From a former Vancouver bus driver
Hello Michael,
     I retired as a trolley bus driver in Vancouver eight years ago, after almost 41 years behind the wheel. I worked evenings most of the time, and car headlights were starting to bother me a few years before I retired. When I started on the job in 1969, an oncoming car with high-beams on would dim their lights 9 times out of 10 when I gave a quick flash of my high-beams. Now it is reversed, and very few motorists will dim their lights. In fact, it is often hard to tell if it is high or low beam, because the LED lights are so intense. I drive a 1999 Subaru Forester with conventional lights, and I almost never have oncoming cars flash their high-beams at me.
     New cars now have head lights and running lights that don’t even look like a headlight. Some have designs in LED lights, and a particular model has front marker lights above the headlights that look like eyebrows, and angry ones at that. There is an animated film set to the music of Autobahn, by Kraftwerk, put out over forty years ago. There are cars that have angry faces, and I can’t help but think someone got the idea of these marker lights from that film. Cue the video at 5:30 and you’ll see what I mean:
     A new problem is that while stopped at a red traffic signal at night, the LED brake lights of the car in front can be so bright that I have to shield my eyes.
     I have driven in many cities on various trips, including Boston, Manhattan, Melbourne Australia, and New Zealand. Everyone says: "Oh, our drivers are the worst.” But it is all relative to each place. Seattleites complain that Vancouver drivers are “pushy”, among other things. But you just have to adapt to each place.
     Once a week on Mondays I drive Highway 1 to Chilliwack mid-day. So what is wrong with Highway 1, other than a few insta-merges, and a lack of guard rails? Not much really. But the drivers are anything but defensive. The right lane has traffic generally at about 100 km/hr, and the passing lane is more like 115 to 120. But with heavy volume, the cars are all travelling at those speeds one car length apart, or less. This includes trucks. Throw into this equation those motorists who are travelling at 160, 180 or more, changing lanes frequently, and the slightest miscalculation ends in smashups. I often smell the nitro charger fumes on these cars as they pass.
     Last October I spent six days with a friend from Toronto visiting cities in Ohio, and most of our   travel was on interstate freeways. The speed limit on most roads was 60 to 70 mph, and we  were amazed to see compliance. There just wasn’t anyone speeding the way we see here and on Highway 401 in Ontario. But Ohio has a Highway Patrol that I would not like to have to deal with. They were patrolling constantly, and at one point just north of Dayton there were eight police cars lined up together on the shoulder at right angles to the highway.
     Another thing that leads to accidents is the visitor, unfamiliar with the city and its oddities. Vancouver has some of the smallest road advisory signs I have seen.
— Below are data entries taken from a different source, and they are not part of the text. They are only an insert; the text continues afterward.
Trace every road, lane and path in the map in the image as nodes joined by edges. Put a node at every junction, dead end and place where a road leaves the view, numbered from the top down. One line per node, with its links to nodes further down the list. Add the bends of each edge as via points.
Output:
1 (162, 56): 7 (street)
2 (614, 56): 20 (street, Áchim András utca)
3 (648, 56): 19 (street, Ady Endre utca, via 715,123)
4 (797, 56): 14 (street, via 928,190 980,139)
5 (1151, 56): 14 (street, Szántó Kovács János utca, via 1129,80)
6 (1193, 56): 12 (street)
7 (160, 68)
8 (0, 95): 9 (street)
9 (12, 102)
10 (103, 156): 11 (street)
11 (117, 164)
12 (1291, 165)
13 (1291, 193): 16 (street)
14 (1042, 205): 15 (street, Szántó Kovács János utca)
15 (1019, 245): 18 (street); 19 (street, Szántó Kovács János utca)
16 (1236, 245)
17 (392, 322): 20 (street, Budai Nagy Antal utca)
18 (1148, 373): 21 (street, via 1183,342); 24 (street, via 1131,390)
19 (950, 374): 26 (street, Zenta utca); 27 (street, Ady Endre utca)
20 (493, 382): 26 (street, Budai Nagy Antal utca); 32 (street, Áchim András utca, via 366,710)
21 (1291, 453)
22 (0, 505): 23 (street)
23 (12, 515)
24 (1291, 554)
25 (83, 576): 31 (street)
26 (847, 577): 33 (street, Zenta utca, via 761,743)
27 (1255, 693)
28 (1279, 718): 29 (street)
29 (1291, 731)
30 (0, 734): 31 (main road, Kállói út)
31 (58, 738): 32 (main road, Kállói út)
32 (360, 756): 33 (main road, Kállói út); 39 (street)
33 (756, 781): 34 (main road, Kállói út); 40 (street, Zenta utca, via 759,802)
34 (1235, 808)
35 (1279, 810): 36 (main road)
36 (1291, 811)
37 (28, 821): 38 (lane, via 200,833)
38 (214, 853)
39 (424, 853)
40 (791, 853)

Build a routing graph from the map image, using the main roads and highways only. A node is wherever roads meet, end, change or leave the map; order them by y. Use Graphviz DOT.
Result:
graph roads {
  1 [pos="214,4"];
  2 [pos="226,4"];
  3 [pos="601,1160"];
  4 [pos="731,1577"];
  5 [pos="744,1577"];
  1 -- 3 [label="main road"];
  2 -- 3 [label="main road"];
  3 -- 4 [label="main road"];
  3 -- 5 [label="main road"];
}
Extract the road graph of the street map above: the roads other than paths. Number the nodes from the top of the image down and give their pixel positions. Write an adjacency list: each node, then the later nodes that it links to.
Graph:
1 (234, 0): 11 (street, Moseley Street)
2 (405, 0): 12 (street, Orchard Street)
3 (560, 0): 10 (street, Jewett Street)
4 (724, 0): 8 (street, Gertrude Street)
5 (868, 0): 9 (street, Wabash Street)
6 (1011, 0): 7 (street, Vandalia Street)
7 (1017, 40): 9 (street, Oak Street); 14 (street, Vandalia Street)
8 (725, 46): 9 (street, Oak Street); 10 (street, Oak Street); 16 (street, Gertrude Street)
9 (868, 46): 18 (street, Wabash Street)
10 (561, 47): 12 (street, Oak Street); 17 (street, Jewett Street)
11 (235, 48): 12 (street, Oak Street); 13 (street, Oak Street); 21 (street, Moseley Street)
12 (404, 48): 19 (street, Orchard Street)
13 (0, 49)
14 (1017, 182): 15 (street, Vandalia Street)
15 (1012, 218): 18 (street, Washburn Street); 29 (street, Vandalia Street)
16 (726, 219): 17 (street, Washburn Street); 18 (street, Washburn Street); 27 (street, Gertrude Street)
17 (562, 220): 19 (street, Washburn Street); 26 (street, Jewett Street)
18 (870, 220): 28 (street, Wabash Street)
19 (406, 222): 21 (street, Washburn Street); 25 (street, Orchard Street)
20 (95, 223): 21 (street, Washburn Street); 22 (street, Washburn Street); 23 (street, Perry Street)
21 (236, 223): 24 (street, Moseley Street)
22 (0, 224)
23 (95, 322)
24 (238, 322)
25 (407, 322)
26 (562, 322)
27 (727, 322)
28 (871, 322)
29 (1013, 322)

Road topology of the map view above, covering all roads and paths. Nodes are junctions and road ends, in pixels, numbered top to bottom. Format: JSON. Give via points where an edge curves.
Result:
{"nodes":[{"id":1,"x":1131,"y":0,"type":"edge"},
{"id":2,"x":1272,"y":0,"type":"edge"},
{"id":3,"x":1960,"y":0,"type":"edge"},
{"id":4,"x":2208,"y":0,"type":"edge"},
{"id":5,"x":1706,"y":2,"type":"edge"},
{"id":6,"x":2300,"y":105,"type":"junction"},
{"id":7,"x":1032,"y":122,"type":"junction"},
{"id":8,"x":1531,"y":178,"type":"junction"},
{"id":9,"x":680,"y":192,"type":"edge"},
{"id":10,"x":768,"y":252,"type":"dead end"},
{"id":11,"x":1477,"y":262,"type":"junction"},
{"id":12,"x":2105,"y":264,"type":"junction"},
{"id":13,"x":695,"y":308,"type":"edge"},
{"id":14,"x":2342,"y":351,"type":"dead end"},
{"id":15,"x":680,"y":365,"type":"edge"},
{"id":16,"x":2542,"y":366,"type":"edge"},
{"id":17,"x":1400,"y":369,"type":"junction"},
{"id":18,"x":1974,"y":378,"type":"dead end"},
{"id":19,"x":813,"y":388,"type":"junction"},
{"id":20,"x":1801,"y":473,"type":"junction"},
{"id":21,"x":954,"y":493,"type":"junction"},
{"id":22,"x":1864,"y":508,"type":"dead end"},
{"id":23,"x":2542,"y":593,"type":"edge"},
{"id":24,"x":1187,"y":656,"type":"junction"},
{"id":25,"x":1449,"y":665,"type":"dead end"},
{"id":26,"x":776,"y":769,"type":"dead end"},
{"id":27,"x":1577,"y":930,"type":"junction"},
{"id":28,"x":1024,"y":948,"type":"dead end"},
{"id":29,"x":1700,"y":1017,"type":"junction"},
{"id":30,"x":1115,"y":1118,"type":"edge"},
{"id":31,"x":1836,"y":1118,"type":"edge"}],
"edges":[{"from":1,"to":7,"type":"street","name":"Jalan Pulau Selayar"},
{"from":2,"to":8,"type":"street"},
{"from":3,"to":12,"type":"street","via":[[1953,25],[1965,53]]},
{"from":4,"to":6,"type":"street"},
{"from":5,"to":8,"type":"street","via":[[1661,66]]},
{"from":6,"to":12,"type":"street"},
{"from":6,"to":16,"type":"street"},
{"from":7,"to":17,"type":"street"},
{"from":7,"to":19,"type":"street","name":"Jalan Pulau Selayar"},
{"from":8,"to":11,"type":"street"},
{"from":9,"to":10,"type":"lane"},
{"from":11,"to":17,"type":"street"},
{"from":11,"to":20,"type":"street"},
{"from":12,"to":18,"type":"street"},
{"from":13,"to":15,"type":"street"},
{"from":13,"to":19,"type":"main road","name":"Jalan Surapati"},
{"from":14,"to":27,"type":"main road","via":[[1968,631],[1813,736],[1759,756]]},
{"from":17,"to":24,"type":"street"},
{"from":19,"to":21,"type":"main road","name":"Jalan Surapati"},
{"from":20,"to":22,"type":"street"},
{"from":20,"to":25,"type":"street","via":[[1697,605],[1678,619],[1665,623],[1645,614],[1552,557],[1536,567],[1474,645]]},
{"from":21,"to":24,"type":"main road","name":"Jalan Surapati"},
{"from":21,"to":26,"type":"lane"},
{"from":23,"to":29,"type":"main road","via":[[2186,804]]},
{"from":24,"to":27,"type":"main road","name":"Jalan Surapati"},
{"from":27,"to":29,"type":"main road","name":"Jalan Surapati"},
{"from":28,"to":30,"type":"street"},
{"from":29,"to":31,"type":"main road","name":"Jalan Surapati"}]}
And some are posted too late to be of use.  Sincerely,  AM.
 
From Bev, another Courier reader
Dear Michael;
      I wonder why you would blame vehicle crashes (not accidents since they are intentional), on bright lights when the truth is that drivers do what they do because they can. There is no enforcement against bad driving, the infrastructure favours drivers and the penalties are too low if they are even applied.
      You are right about ICBC. The good guys pay too much and the bad guys pay too little.
      The police can be six feet from a serious driver infraction and claim that they saw nothing. They, like the Mayor, say that walkers and cyclists should ask permission to cross the road by making eye contact. Peds. need to be sure to wear strobe lights as well.
      Drivers are increasingly aggressive and entitled. Lots of data supports that fact. Drivers think they should have exclusive use of the asphalt at all times and resent any other mode accessing “their” space. They rarely stop at an intersection without a light. They accelerate and honk if a person dares to cross in front of them. And they do it because they can.
      Driving is serious business. It is the driver’s job to pay attention to every thing at all times. Most Canadian drivers would not get a license in Europe or Great Britain.
      Drivers are at fault in conflicts with pedestrians 88% or the time, with motor cyclists 75%, and cyclists 70ish%.
      The Mayor et al brag that pedestrian deaths are down. They are down because of the health care system, not because of better driving. I bet lots of those who were saved would rather have died than be in the shape they are in now. An average of 600 walkers per year are hit. That number has not gone down.
      Engineers can fool around improving the infrastructure in the name of safety for drivers like wider turning radii, wider, smoother roads and left bays which in the end remove responsibility from the driver and let them go farther, faster more conveniently at the expense of walkers, cyclist and transit users.
      Enforcement and punishment are the only things that will change behaviour. They are great educators.
      I always enjoy your columns. Although sometimes I wonder about your density/planning points. We ghettoize the rich from the poor. Diverse housing stock would increase managed density and a diverse demographic across the city which in turn should produce better social and environmental outcomes.
      Yours truly,  Bev

Tuesday, February 6, 2018

Living in the Past: Vancouver housing issues in 30-year old newspaper clippings

     For many years, my father (a former librarian) regularly cut out newspaper stories about housing in Vancouver, particularly when I was quoted. Over the years, I kept them in a scrapbook. While today Google Alerts have replaced newspaper clippings and scrapbooks, during the recent GVHBA Legends event, I mentioned to Joannah Connolly, editor of the Real Estate Weekly, that I had accumulated many newspaper clippings from Vancouver newspapers, including her paper. My favourite was one in which I urged people to start buying on the Eastside of Vancouver, since it was under priced compared to the Westside. She asked me to send them to her.
     Unfortunately, I couldn't find that one, but below are a few that I did send to her.(She subsequently asked me for others.)
     What you might find interesting is that back in the 1980s and early 90s there was already a concern about foreign buyers buying up residential units; we had a rental housing crisis not unlike today; the introduction of the GST on real estate was a big deal, and at one point, I had to argue (on behalf of UDI) that it apply to both new and resale homes, noting this would bring the GST down from 9% to 7%!
     Other major topics included housing for seniors, saving character and heritage homes, and the future of single family neighourhoods.
     In other words, there's not much new under the sun! If you want to see more clippings, just let me know. I have books full of them!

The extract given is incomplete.